Seattle’s charter establishes a strong council and a strong mayor. Let the games begin.

McGinn, who grew up in New York, may simply be more accepting of disagreement than the Seattle ethos usually allows. City councilmember Mike O’Brien, a fellow Sierra Club veteran and tunnel opponent who was elected to the city council last year, recalls one meeting of the club’s state political committee, which McGinn chaired: “We were at the Elysian Brewery, arguing over some political endorsement.” McGinn was the lone holdout. “We were all willing to keep arguing about it, but he finally said, ‘I’m clearly outnumbered, why don’t you just take a vote and outvote me?’ ”
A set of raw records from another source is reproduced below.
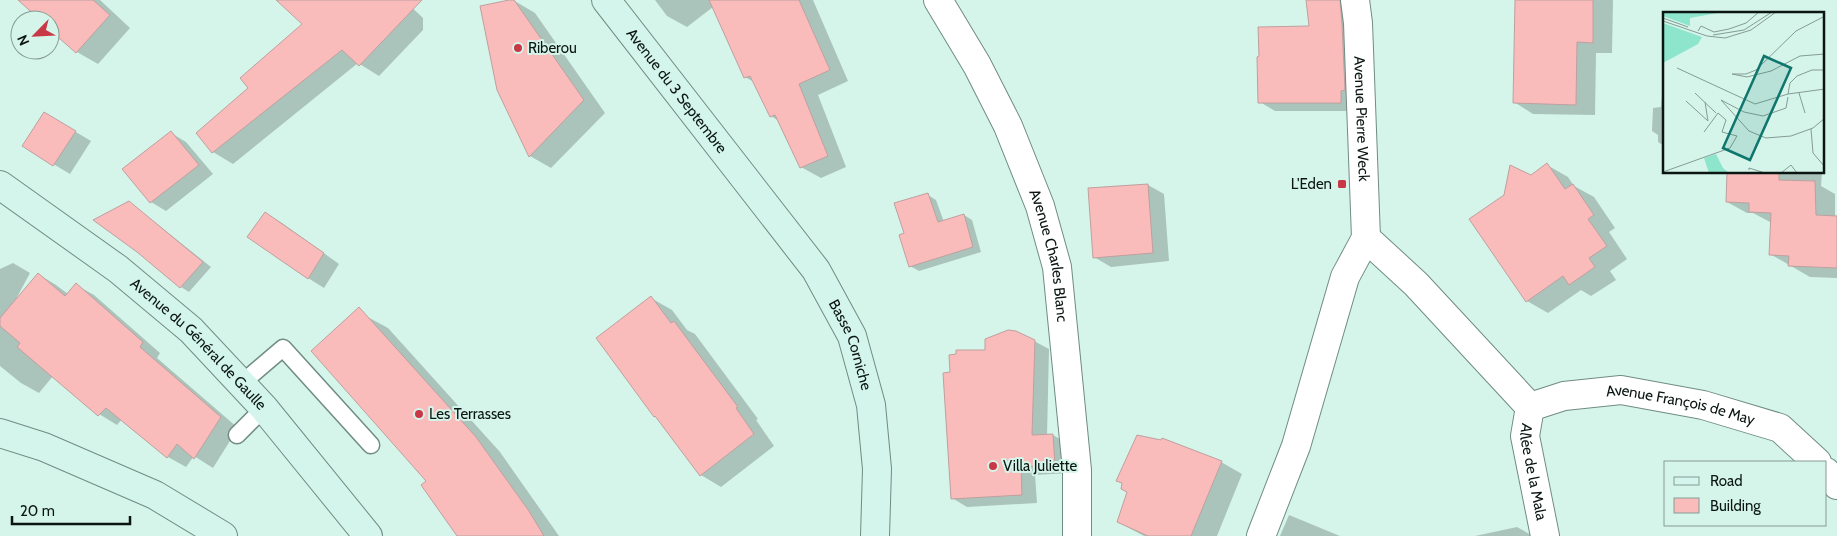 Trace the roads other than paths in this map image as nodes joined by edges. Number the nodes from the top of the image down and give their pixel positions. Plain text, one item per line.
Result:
1 (606, 0) edge
2 (938, 0) edge
3 (1355, 0) edge
4 (748, 181) joint
5 (0, 185) edge
6 (1366, 238) junction
7 (242, 383) junction
8 (1530, 407) junction
9 (264, 408) junction
10 (0, 433) edge
11 (237, 435) dead end
12 (371, 445) dead end
13 (1816, 461) edge
14 (1827, 473) edge
15 (1837, 485) edge
16 (223, 536) edge
17 (368, 536) edge
18 (874, 536) edge
19 (1077, 536) edge
20 (1261, 536) edge
21 (1545, 536) edge

1 - 4 street, Avenue du 3 Septembre
2 - 19 street, Avenue Charles Blanc
3 - 6 street, Avenue Pierre Weck
4 - 18 street, Basse Corniche
5 - 7 street, Avenue du Général de Gaulle
6 - 8 street
6 - 20 street
7 - 9 street, Avenue du Général de Gaulle
7 - 12 lane
8 - 13 street, Avenue François de May
8 - 21 street, Allée de la Mala
9 - 11 lane
9 - 17 street, Avenue du Général de Gaulle
10 - 16 street
14 - 15 street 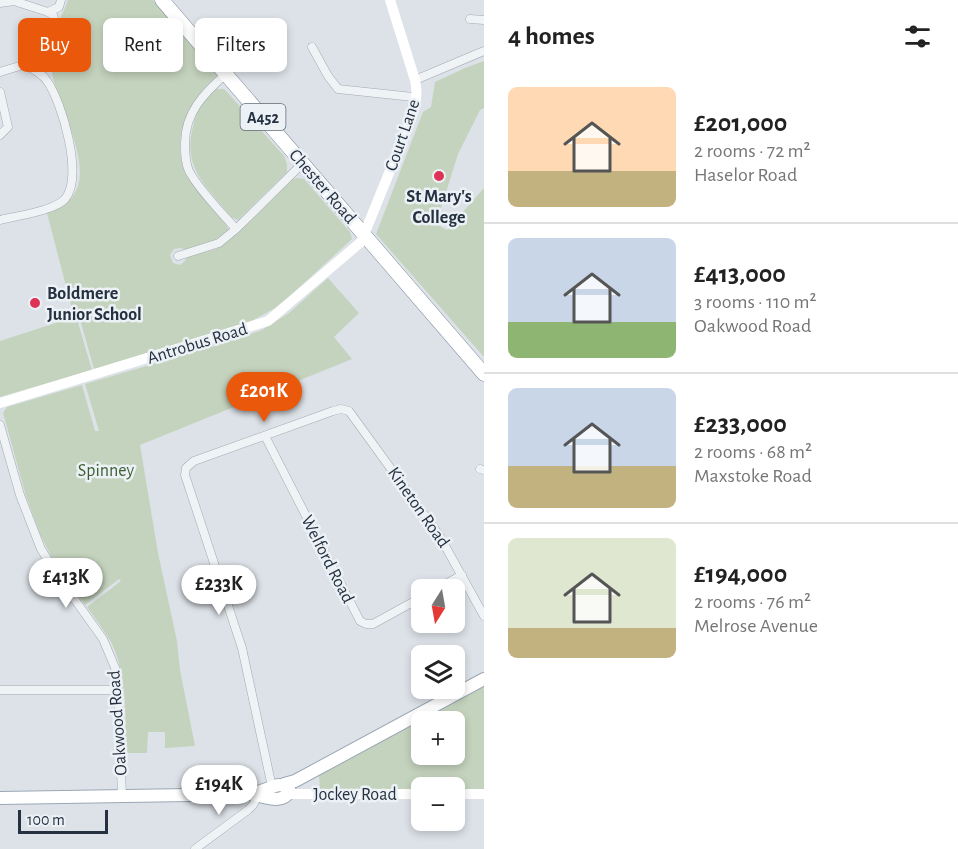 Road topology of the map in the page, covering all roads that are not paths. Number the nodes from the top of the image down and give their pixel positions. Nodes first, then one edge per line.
1 (61, 0) edge
2 (162, 0) edge
3 (390, 0) edge
4 (0, 3) edge
5 (48, 12) junction
6 (54, 18) edge
7 (470, 19) dead end
8 (484, 20) edge
9 (312, 47) dead end
10 (484, 51) edge
11 (18, 67) edge
12 (0, 72) edge
13 (38, 72) edge
14 (226, 74) junction
15 (415, 80) junction
16 (0, 92) edge
17 (417, 99) junction
18 (0, 135) edge
19 (303, 163) junction
20 (0, 220) edge
21 (236, 229) junction
22 (365, 234) junction
23 (178, 256) dead end
24 (484, 374) edge
25 (0, 403) edge
26 (0, 425) edge
27 (265, 436) junction
28 (462, 575) junction
29 (455, 579) edge
30 (411, 603) edge
31 (484, 616) edge
32 (484, 679) edge
33 (0, 690) edge
34 (118, 690) junction
35 (276, 790) junction
36 (411, 794) edge
37 (465, 794) edge
38 (484, 794) edge
39 (122, 796) junction
40 (0, 798) edge
41 (195, 849) edge

1 - 5 street
2 - 14 highway, Chester Road / A452
3 - 15 street, Court Lane
4 - 5 street
5 - 6 street
7 - 8 street
9 - 17 street
10 - 15 street
11 - 12 street
13 - 20 street
14 - 19 highway, Chester Road / A452
14 - 21 street
15 - 17 street, Court Lane
16 - 18 street
17 - 22 street, Court Lane
19 - 21 street
19 - 22 highway, Chester Road / A452
21 - 23 street
22 - 24 highway, Chester Road / A452
22 - 25 street, Antrobus Road
26 - 34 street, Oakwood Road
27 - 28 street, Kineton Road
27 - 30 street, Welford Road
27 - 35 street
28 - 29 street
28 - 31 street, Kineton Road
32 - 35 main road
33 - 34 street
34 - 39 street, Oakwood Road
35 - 36 street, Jockey Road
35 - 39 main road, Jockey Road
35 - 41 street
37 - 38 street
39 - 40 main road, Jockey Road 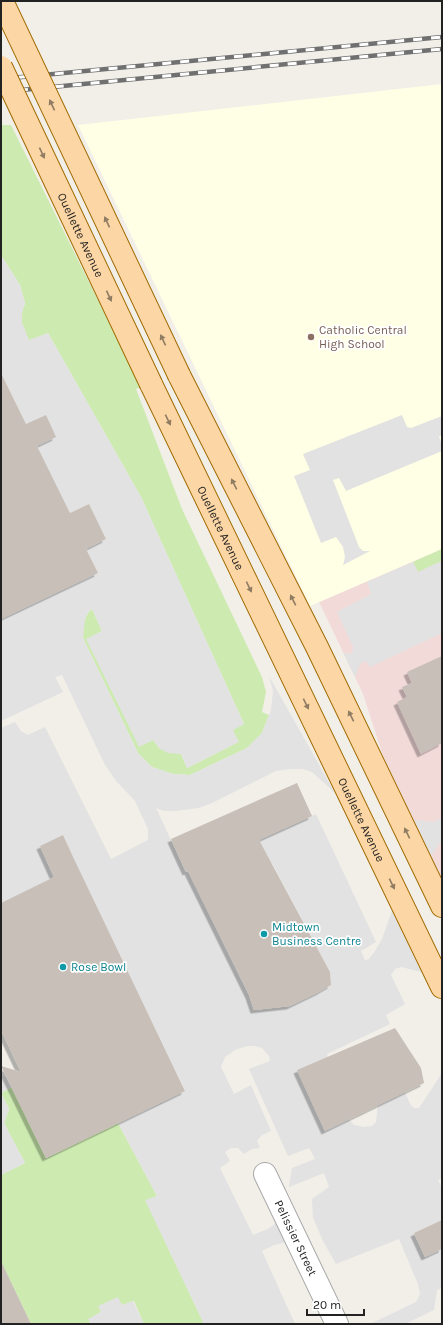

Conflicts between mayors and city councils are a staple of the local political scene. Eight years ago, Mayor Greg Nickels and his forceful deputy, Tim Ceis, clamped down hard on both city staff and the council, sparking resentments that burned till Nickels was voted out last year.

Some conflict is built into Seattle’s charter. In many Eastern cities, councilmembers are elected by district rather than at large; they tend to have small bases and parochial agendas, enabling strong mayors to divide and rule. In Portland the mayor has weak powers and councilmembers strong ones. In Tacoma, Bellevue, and other Washington cities, the mayor is in effect an extra councilmember with figurehead duties, and a city manager runs the shop.

Seattle, by contrast, has both a strong council, elected at large, and a strong mayor with broad executive powers. Let the games begin.

Several factors now pique that inherent conflict. After years of feeling oppressed by the Nickels regime, when McGinn came into office the council rose up like Spain after Franco. “We’re not trying to take over,” insists council president Richard Conlin, though the fact that he says so suggests how widespread the perception is that they are. “But we are an assertive council. We’re very clear about what we’re doing.” All the more so because the current council is a relatively collegial, cohesive group; many members regularly go for beers together. Even McGinn’s old ally O’Brien has been at pains to show he’s not the mayor’s man; after initially abstaining, he voted with the rest to override McGinn on MOHAI.

At the same time Team McGinn’s shakedown year has been relatively chaotic, with much high-profile turnover. That’s left more space for the council to assert itself, and also left members sometimes frustrated over whom to talk to in the administration. Under Nickels, says Rasmussen, “you always knew who to go to”: Tim Ceis.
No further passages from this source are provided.